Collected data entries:
-=-=-
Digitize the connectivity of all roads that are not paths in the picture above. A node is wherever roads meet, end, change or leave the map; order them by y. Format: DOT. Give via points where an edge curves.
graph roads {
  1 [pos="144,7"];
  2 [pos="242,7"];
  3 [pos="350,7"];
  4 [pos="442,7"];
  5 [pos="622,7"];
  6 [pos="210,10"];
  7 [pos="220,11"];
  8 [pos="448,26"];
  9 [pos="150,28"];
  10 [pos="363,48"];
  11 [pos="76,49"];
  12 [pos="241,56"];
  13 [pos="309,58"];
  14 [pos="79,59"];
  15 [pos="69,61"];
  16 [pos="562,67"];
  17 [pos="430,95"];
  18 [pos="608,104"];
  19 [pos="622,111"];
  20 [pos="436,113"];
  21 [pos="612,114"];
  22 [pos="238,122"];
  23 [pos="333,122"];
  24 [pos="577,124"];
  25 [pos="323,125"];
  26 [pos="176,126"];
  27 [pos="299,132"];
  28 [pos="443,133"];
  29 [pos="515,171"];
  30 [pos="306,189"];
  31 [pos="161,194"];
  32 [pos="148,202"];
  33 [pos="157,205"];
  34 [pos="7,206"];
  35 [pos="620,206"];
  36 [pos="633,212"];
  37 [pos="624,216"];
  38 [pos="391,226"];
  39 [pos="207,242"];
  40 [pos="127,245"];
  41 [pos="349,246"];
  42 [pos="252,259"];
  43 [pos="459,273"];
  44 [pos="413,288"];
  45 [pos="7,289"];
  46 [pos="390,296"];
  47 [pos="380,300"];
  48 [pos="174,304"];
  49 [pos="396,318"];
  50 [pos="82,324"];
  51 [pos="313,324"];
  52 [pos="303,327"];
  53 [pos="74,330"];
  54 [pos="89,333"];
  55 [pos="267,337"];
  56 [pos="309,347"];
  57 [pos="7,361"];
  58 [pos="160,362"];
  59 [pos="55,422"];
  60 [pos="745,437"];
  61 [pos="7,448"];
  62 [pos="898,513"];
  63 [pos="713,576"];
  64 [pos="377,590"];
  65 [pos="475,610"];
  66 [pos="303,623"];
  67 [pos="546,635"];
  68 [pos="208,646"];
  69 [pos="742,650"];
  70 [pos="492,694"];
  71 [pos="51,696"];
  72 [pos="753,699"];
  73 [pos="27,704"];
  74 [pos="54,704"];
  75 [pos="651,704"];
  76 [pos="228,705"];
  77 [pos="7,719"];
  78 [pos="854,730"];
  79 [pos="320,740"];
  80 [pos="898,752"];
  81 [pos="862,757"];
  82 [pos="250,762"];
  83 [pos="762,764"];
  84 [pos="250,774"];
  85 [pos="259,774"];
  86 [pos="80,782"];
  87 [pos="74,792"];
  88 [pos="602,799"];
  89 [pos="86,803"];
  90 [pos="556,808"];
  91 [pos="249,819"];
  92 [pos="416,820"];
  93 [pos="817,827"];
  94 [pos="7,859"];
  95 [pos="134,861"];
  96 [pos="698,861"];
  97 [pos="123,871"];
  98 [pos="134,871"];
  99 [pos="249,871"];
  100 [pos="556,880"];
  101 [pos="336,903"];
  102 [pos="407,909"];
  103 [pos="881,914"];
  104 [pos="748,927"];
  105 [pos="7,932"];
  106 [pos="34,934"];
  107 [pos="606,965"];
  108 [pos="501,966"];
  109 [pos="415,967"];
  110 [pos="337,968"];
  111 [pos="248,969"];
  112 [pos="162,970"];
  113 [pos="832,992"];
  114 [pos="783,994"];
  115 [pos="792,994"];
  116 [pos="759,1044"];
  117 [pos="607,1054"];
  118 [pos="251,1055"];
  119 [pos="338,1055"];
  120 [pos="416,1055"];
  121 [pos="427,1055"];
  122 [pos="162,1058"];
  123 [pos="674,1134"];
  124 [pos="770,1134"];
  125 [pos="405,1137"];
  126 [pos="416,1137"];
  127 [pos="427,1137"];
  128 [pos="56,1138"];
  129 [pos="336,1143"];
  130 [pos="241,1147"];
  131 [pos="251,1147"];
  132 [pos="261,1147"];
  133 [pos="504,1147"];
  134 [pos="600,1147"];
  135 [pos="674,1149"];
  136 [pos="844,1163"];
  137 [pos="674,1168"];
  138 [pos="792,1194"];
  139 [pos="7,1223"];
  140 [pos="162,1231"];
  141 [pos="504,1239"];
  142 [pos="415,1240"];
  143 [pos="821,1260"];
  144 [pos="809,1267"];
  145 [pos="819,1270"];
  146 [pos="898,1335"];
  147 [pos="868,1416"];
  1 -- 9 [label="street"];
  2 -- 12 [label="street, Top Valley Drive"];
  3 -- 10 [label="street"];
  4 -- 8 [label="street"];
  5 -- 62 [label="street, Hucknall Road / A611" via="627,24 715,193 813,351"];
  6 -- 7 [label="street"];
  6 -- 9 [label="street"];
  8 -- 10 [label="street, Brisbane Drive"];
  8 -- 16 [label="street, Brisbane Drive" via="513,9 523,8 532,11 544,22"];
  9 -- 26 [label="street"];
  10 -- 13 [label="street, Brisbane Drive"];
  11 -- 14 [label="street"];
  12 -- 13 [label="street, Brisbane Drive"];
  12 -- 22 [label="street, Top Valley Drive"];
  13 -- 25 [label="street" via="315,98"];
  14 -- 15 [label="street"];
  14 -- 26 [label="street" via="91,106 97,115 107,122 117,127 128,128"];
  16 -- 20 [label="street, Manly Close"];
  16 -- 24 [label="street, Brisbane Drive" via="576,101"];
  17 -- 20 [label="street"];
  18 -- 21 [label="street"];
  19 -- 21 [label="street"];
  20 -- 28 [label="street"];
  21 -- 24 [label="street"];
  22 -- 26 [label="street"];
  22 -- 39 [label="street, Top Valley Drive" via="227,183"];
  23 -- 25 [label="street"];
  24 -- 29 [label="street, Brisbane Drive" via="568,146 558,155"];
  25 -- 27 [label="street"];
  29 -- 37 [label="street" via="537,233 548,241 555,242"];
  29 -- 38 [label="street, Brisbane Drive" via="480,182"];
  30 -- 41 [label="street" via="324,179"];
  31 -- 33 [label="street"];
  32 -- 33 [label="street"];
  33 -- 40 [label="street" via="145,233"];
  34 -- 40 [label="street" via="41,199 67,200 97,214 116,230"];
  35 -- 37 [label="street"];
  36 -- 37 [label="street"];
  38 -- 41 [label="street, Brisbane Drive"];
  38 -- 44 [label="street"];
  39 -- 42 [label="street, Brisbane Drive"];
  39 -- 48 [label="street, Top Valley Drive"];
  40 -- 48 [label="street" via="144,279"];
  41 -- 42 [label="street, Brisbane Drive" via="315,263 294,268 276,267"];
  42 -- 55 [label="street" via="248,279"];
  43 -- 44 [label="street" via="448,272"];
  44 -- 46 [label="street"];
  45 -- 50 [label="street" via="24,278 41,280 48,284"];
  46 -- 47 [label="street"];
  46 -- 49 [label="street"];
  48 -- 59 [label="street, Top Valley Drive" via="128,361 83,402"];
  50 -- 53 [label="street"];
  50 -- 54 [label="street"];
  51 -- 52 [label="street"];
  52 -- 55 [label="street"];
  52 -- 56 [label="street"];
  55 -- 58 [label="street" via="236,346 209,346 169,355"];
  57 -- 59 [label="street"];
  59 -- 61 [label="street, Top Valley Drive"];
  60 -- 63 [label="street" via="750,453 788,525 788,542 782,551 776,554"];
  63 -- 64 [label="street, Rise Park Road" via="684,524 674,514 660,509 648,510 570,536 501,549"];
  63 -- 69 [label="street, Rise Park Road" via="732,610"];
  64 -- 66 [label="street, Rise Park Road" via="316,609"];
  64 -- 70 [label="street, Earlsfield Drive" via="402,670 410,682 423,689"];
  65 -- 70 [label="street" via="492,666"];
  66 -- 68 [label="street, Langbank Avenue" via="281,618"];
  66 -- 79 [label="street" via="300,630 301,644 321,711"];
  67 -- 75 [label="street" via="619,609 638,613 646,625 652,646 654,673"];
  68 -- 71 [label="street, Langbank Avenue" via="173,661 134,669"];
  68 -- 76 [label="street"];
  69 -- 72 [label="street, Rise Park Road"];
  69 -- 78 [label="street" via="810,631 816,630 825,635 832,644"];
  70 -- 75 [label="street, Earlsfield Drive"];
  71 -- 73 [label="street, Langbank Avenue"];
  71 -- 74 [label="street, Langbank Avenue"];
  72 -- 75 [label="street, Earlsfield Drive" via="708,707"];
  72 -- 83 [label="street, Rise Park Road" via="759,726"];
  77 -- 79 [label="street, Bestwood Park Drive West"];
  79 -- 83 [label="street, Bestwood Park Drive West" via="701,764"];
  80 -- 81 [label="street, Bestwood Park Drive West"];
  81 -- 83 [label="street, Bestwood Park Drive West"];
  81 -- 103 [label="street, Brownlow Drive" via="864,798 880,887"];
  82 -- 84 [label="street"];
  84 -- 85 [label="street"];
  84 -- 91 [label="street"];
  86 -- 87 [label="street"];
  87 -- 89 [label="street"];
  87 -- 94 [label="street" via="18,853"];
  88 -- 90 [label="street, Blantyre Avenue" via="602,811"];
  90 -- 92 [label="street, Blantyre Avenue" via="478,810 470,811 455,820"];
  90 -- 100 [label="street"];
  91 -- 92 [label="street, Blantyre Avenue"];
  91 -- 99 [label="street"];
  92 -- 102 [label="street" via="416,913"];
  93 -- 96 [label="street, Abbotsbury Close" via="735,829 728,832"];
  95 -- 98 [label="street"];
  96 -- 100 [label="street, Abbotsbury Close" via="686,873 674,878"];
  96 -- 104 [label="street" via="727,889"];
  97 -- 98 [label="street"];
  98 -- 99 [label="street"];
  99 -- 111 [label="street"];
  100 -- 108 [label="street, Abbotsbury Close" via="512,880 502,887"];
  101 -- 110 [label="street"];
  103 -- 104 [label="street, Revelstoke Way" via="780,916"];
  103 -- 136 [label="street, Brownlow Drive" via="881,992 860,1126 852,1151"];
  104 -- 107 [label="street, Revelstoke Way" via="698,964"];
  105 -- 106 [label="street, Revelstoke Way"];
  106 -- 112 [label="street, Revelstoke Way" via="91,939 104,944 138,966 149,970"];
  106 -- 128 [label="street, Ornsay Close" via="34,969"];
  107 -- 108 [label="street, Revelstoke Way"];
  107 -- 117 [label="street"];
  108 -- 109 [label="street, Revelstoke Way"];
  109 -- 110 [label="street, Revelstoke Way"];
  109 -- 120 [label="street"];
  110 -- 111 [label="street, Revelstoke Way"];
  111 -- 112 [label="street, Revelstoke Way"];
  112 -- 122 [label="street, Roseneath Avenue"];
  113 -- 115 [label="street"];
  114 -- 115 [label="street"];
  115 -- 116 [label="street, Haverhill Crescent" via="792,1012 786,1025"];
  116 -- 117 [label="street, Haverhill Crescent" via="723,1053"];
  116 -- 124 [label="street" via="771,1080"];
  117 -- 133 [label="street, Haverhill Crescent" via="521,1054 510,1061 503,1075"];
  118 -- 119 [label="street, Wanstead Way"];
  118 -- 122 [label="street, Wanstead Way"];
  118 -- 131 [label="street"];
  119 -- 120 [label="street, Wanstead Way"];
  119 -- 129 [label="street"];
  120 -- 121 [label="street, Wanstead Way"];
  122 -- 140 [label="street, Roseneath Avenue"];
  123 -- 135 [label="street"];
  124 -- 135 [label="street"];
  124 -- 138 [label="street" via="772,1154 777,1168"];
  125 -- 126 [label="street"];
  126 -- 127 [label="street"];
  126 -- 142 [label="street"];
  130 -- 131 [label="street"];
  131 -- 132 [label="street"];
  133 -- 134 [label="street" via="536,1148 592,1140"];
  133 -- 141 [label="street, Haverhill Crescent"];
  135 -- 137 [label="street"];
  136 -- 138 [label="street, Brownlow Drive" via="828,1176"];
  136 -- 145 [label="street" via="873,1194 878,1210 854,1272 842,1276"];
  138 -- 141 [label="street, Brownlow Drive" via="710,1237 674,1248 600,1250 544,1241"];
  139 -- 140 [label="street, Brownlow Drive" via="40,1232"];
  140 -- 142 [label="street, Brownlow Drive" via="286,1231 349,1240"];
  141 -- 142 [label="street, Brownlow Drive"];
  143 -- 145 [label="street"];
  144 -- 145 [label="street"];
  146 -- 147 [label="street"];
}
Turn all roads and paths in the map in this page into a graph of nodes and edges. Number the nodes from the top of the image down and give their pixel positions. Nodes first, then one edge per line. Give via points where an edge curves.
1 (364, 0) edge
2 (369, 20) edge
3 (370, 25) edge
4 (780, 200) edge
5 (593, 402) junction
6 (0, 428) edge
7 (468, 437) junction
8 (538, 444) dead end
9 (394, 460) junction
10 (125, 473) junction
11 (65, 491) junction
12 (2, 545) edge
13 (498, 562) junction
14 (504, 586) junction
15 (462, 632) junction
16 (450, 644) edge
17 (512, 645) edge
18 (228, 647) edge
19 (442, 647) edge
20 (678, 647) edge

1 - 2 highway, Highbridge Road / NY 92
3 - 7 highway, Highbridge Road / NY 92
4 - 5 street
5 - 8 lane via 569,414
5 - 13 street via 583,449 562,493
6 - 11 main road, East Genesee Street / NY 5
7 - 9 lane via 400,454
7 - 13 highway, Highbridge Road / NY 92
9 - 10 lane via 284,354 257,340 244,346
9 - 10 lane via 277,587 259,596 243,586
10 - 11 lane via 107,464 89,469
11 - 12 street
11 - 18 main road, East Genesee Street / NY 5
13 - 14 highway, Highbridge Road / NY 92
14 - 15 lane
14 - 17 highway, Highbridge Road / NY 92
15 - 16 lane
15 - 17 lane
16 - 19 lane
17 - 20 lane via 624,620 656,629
-=-=-
Exercise details —
Indicate the number of lines in the data above that contain the string "Earlsfield", without any additional text.

Expected output —
3